Ведь что это за путаница! Из тысячи женящихся мужчин не только в нашем быту, но, к несчастью, и в народе, едва ли есть один, который бы не был женат уже раз десять, а то и сто или тысячу, как Дон-Жуан, прежде брака. (Есть теперь, правда, я слышу и наблюдаю, молодые люди чистые, чувствующие и знающие, что это не шутка, а великое дело. Помоги им бог! Но в мое время не было ни одного такого на десять тысяч.) И все знают это и притворяются, что не знают. Во всех романах до подробностей описаны чувства героев, пруды, кусты, около которых они ходят; но, описывая их великую любовь к какой-нибудь девице, ничего не пишется о том, что было с ним, с интересным героем, прежде: ни слова о его посещениях домов, о горничных, кухарках, чужих женах. Если же есть такие неприличные романы, то их не дают в руки, главное, тем, кому нужнее всего это знать, — девушкам. Сначала притворяются перед девушками в том, что того распутства, которое наполняет половину жизни наших городов и деревень даже, что этого распутства совсем нет. Потом так приучаются к этому притворству, что наконец, как англичане, сами начинают искренно верить, что мы все нравственные люди и живем в нравственном мире. Девушки же, те, бедные, верят в это совсем серьезно. Так верила и моя несчастная жена. Помню, как, уже будучи женихом, я показал ей свои дневник, из которого она могла узнать хотя немного мое прошедшее, главное — про последнюю связь, которая была у меня и о которой она могла узнать от других и про которую я потому-то и чувствовал необходимость сказать ей. Помню ее ужас, отчаяние и растерянность, когда она узнала и поняла. Я видел, что она хотела бросить меня тогда. И отчего она не бросила!

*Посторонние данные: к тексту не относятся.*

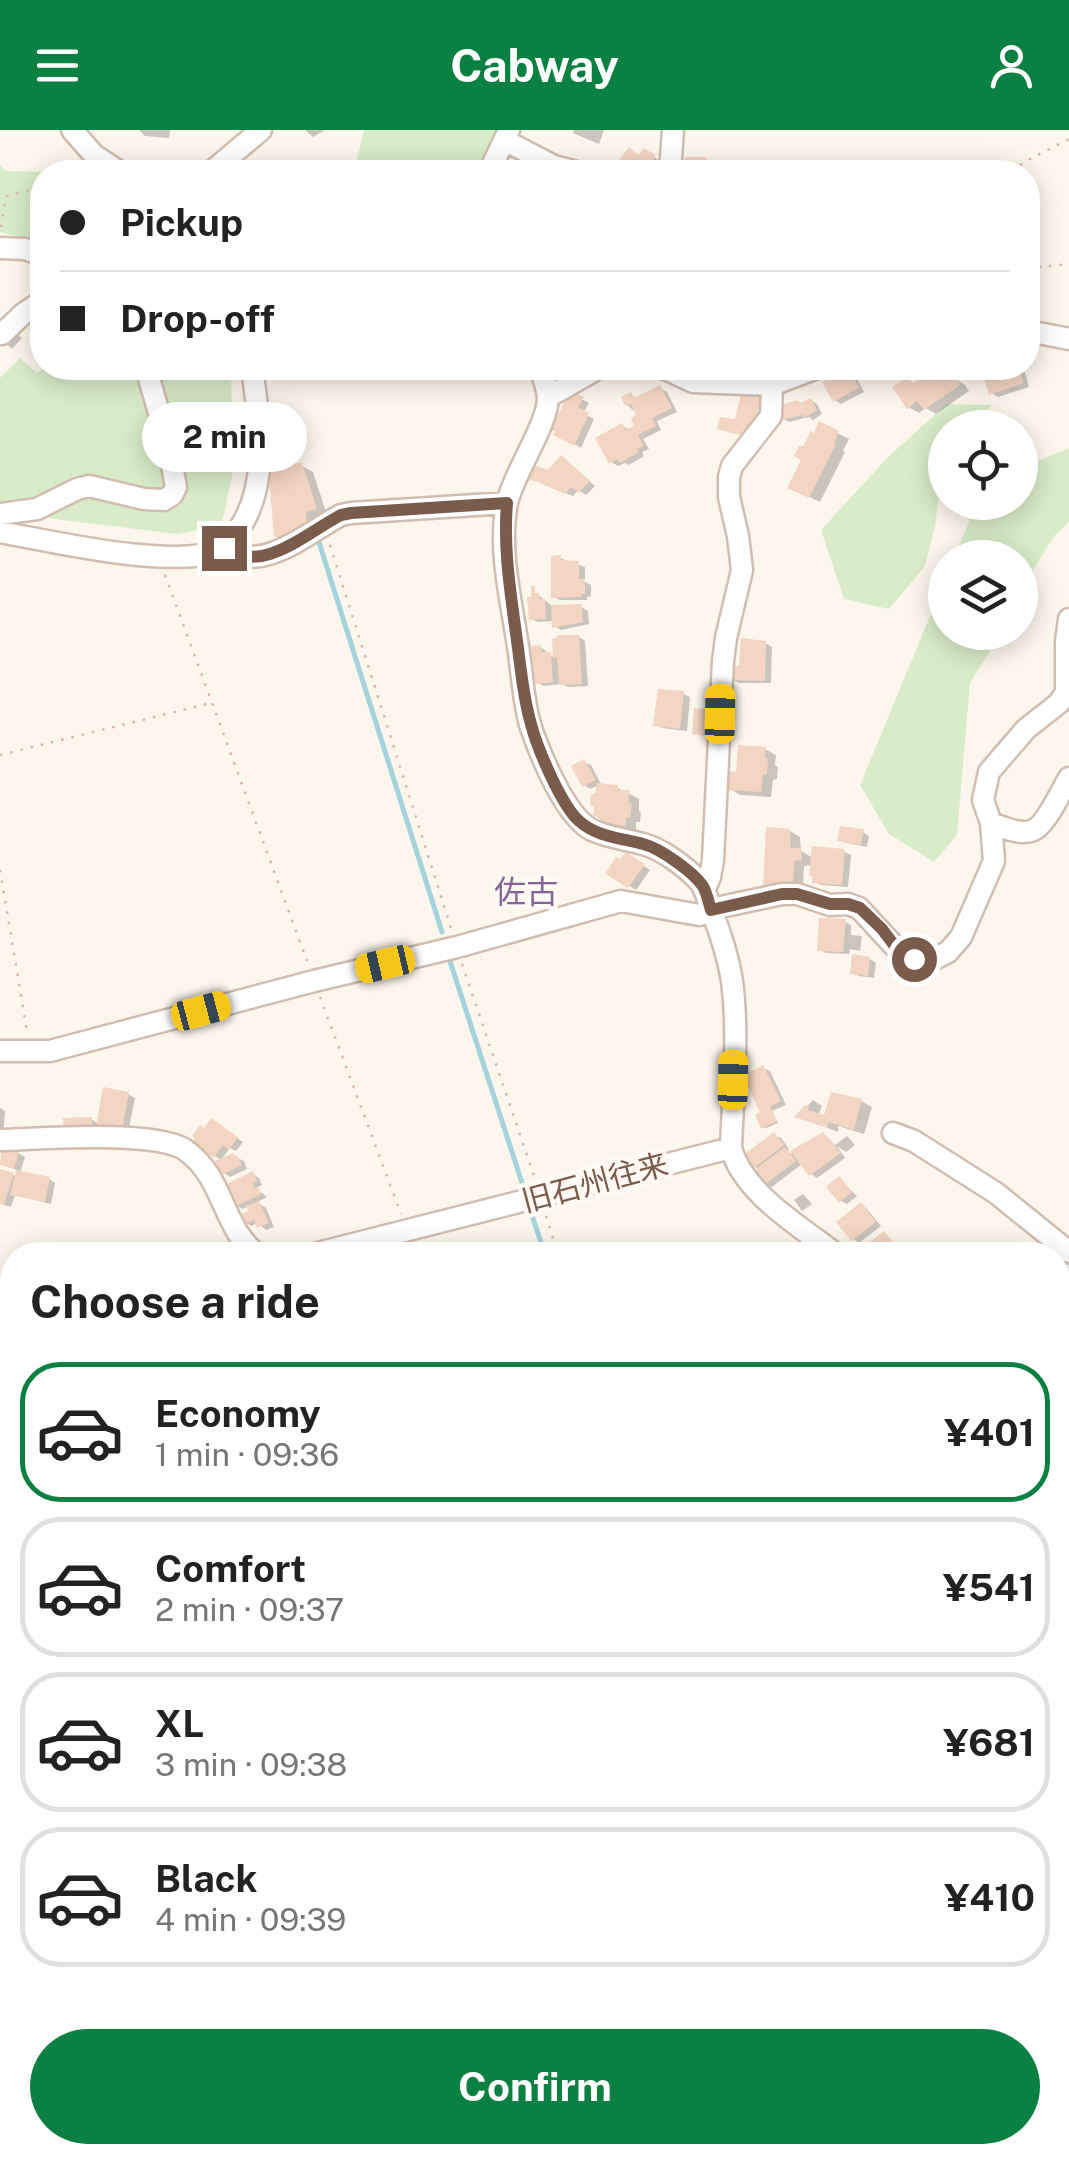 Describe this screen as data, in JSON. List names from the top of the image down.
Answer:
{
  "streets": {
    "street": ["旧石州往来"]
  },
  "districts": ["佐古"],
  "page": {
    "header": "Cabway",
    "banner": ["Pickup", "Drop-off"],
    "bubble": "2 min",
    "heading": "Choose a ride",
    "list": [
      {
        "name": "Economy",
        "note": "1 min · 09:36",
        "value": "¥401"
      },
      {
        "name": "Comfort",
        "note": "2 min · 09:37",
        "value": "¥541"
      },
      {
        "name": "XL",
        "note": "3 min · 09:38",
        "value": "¥681"
      },
      {
        "name": "Black",
        "note": "4 min · 09:39",
        "value": "¥410"
      }
    ],
    "buttons": "Confirm"
  }
}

Он издал свой звук, помолчал и отпил еще глоток чаю.

***

— Нет, впрочем, так лучше, так лучше! — вскрикнул он. — Поделом мне! Но не в том дело. Я хотел сказать, что обмануты тут ведь только одни несчастные девушки. Матери же знают это, особенно матери, воспитанные своими мужьями, знают это прекрасно. И притворяясь, что верят в чистоту мужчин, они на деле действуют совсем иначе. Они знают, на какую удочку ловить мужчин для себя и для своих дочерей.

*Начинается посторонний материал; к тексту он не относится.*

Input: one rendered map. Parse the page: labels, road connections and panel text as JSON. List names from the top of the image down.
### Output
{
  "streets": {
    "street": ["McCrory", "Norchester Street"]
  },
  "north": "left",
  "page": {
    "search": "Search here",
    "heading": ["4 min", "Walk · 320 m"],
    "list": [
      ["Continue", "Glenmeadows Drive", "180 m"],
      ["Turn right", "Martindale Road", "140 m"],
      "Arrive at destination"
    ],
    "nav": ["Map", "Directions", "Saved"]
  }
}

Ведь мы, мужчины, только не знаем, и не знаем потому, что не хотим знать, женщины же знают очень хорошо, что самая возвышенная, поэтическая, как мы ее называем, любовь зависит не от нравственных достоинств, а от физической близости и притом прически, цвета, покроя платья. Скажите опытной кокетке, задавшей себе задачу пленить человека, чем она скорее хочет рисковать: тем, чтобы быть в присутствии того, кого она прельщает, изобличенной во лжи, жестокости, даже распутстве, или тем, чтобы показаться при нем в дурно сшитом и некрасивом платье, — всякая всегда предпочтет первое. Она знает, что наш брат все врет о высоких чувствах — ему нужно только тело, и потому он простит все гадости, а уродливого, безвкусного, дурного тона костюма не простит. Кокетка знает это сознательно, но всякая невинная девушка знает это бессознательно, как знают это животные.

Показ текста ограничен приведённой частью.